§ **TASK TO CARRY OUT**
Nothing in the records below should be altered in the copy, although the pictures must be left out.

§ **GIVEN INFORMATION**
━━━━━━━━
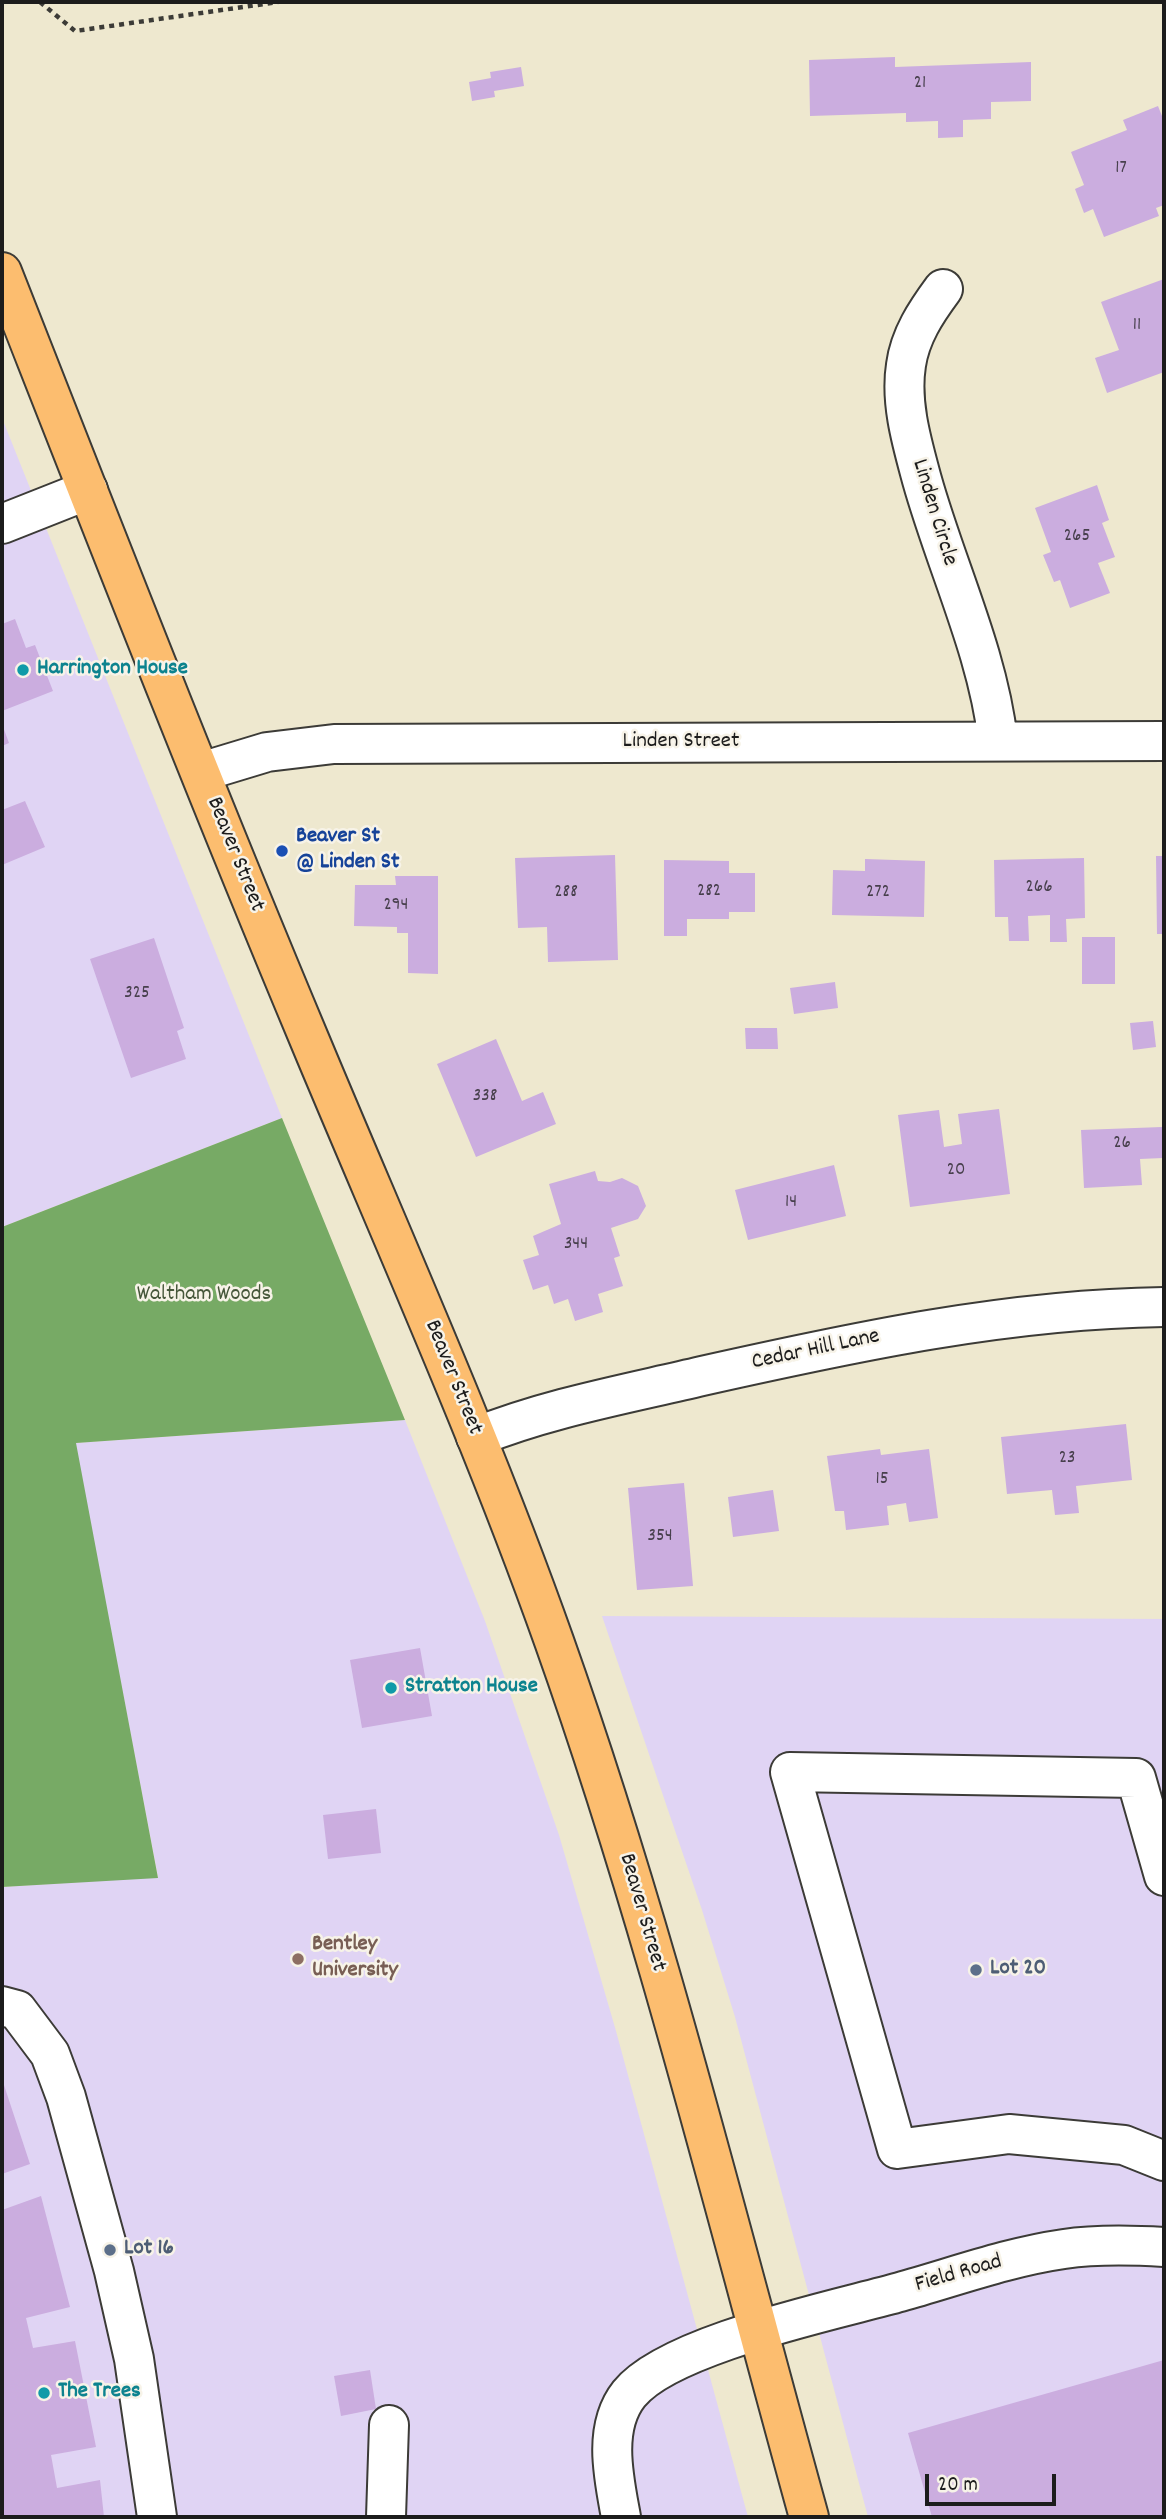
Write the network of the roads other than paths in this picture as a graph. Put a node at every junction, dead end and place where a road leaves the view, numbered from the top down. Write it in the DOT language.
graph roads {
  1 [pos="2,272"];
  2 [pos="943,289"];
  3 [pos="88,490"];
  4 [pos="2,524"];
  5 [pos="998,741"];
  6 [pos="1164,741"];
  7 [pos="201,772"];
  8 [pos="1164,1307"];
  9 [pos="476,1437"];
  10 [pos="1164,1876"];
  11 [pos="2,2006"];
  12 [pos="1164,2161"];
  13 [pos="1164,2247"];
  14 [pos="758,2332"];
  15 [pos="389,2425"];
  16 [pos="157,2517"];
  17 [pos="386,2517"];
  18 [pos="621,2517"];
  19 [pos="809,2517"];
  1 -- 3 [label="main road, Beaver Street"];
  2 -- 5 [label="street, Linden Circle"];
  3 -- 4 [label="street"];
  3 -- 7 [label="main road, Beaver Street"];
  5 -- 6 [label="street, Linden Street"];
  5 -- 7 [label="street, Linden Street"];
  7 -- 9 [label="main road, Beaver Street"];
  8 -- 9 [label="street, Cedar Hill Lane"];
  9 -- 14 [label="main road, Beaver Street"];
  10 -- 12 [label="street"];
  11 -- 16 [label="street"];
  13 -- 14 [label="street, Field Road"];
  14 -- 18 [label="street, Field Road"];
  14 -- 19 [label="main road, Beaver Street"];
  15 -- 17 [label="street"];
}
━━━━━━━━
§ **SOLUTION**
Write the network of the roads other than paths in this picture as a graph. Put a node at every junction, dead end and place where a road leaves the view, numbered from the top down. Write it in the DOT language.
graph roads {
  1 [pos="2,272"];
  2 [pos="943,289"];
  3 [pos="88,490"];
  4 [pos="2,524"];
  5 [pos="998,741"];
  6 [pos="1164,741"];
  7 [pos="201,772"];
  8 [pos="1164,1307"];
  9 [pos="476,1437"];
  10 [pos="1164,1876"];
  11 [pos="2,2006"];
  12 [pos="1164,2161"];
  13 [pos="1164,2247"];
  14 [pos="758,2332"];
  15 [pos="389,2425"];
  16 [pos="157,2517"];
  17 [pos="386,2517"];
  18 [pos="621,2517"];
  19 [pos="809,2517"];
  1 -- 3 [label="main road, Beaver Street"];
  2 -- 5 [label="street, Linden Circle"];
  3 -- 4 [label="street"];
  3 -- 7 [label="main road, Beaver Street"];
  5 -- 6 [label="street, Linden Street"];
  5 -- 7 [label="street, Linden Street"];
  7 -- 9 [label="main road, Beaver Street"];
  8 -- 9 [label="street, Cedar Hill Lane"];
  9 -- 14 [label="main road, Beaver Street"];
  10 -- 12 [label="street"];
  11 -- 16 [label="street"];
  13 -- 14 [label="street, Field Road"];
  14 -- 18 [label="street, Field Road"];
  14 -- 19 [label="main road, Beaver Street"];
  15 -- 17 [label="street"];
}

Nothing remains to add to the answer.